The Khmuic peoples are believed to have migrated by land from China to Laos, where they have resided for at least 4,000 years. Some 10,000 years ago, they were probably part of a largely homogeneous ethnicity, now referred to as the Austro-Asiatic peoples, with a homeland somewhere within the borders of the modern-day People's Republic of China. The prevalence of Y-DNA Haplogroup O among Austro-Asiatic peoples suggests a common ancestry with the Sino-Tibetan, Austronesian, and Hmong–Mien peoples some 35,000 years ago in China. Haplogroup O is a subclade of Y-DNA Haplogroup K, which is believed to have originated approximately 40,000 years ago somewhere between Iran and Central China. In addition to the ethnicities previously mentioned, the progenitor of Haplogroup K was the patrilineal ancestor of nearly all modern Melanesians and Native Americans. Haplogroup K, in turn, is a subclade of Y-DNA Haplogroup F, which is believed to have originated in Northern Africa some 45,000 years ago.
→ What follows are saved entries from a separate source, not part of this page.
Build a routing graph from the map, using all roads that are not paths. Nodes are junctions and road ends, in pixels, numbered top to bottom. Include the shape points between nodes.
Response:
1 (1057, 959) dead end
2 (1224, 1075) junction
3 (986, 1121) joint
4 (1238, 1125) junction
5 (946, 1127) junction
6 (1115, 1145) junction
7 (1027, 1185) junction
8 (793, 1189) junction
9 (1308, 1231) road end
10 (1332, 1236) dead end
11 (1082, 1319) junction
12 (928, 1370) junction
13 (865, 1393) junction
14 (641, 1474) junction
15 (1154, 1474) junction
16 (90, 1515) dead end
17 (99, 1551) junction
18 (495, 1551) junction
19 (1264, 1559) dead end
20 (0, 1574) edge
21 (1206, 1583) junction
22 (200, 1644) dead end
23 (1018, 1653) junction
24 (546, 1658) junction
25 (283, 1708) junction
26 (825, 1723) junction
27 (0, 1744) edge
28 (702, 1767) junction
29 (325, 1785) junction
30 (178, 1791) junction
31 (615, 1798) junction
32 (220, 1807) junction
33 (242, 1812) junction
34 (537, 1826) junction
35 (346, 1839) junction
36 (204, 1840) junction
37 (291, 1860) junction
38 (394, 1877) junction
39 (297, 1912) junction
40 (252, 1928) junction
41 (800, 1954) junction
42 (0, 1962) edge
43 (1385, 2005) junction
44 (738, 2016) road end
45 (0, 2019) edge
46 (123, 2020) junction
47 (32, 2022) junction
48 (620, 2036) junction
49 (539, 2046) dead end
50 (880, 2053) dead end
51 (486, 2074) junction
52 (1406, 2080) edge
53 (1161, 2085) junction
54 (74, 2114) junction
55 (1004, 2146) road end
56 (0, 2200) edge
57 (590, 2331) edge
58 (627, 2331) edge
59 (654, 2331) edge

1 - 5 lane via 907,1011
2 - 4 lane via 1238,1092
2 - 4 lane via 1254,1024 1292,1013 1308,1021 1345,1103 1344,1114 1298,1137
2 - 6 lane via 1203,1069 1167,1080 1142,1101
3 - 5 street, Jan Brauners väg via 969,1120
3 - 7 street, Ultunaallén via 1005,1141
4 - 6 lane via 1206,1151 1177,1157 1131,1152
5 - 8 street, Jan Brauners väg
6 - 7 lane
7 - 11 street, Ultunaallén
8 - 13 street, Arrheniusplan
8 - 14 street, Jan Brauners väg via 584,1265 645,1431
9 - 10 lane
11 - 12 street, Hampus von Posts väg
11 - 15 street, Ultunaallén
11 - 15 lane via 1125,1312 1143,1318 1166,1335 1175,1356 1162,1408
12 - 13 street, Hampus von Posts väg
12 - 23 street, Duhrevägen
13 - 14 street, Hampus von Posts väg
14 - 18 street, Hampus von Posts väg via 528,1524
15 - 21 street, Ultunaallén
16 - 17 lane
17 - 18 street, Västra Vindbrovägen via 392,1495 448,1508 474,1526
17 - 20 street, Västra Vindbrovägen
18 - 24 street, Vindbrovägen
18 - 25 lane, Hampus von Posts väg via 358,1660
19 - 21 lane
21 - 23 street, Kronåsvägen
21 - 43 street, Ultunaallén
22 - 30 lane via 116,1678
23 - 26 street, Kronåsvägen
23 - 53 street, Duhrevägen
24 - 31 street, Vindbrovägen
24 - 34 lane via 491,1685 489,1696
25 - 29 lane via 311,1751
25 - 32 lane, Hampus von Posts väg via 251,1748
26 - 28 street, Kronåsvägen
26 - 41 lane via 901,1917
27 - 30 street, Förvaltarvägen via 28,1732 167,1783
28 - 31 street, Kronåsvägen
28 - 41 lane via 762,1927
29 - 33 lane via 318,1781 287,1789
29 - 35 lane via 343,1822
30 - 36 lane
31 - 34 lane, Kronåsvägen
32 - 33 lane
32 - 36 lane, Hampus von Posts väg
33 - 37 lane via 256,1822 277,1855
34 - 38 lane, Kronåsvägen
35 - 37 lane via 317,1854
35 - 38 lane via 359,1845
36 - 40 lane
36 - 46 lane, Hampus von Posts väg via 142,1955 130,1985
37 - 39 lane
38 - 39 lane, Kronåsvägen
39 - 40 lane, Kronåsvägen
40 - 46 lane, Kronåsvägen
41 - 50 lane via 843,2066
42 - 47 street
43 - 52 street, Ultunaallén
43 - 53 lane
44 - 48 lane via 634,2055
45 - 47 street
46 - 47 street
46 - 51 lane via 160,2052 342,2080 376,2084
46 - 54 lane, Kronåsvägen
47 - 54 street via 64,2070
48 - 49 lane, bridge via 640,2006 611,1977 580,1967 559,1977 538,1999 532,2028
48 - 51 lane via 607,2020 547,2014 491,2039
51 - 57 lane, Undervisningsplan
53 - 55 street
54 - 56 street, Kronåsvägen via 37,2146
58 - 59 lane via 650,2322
In addition to the ethnicities previously mentioned, the progenitor of Haplogroup F was probably the ancestor of all Indo-Europeans.

==Language==
Their languages belong to the Khmuic language family, which is a branch of the Austro-Asiatic language family. Most scholars agree that the Khmuic languages are part of the Mon–Khmer branch of the Austro-Asiatic family, but the validity of the Mon–Khmer branch has recently been called into question.

==Society==
The Khmuic are generally an agricultural people, although gathering, hunting, trapping and fishing are also parts of the Khmuic lifestyle.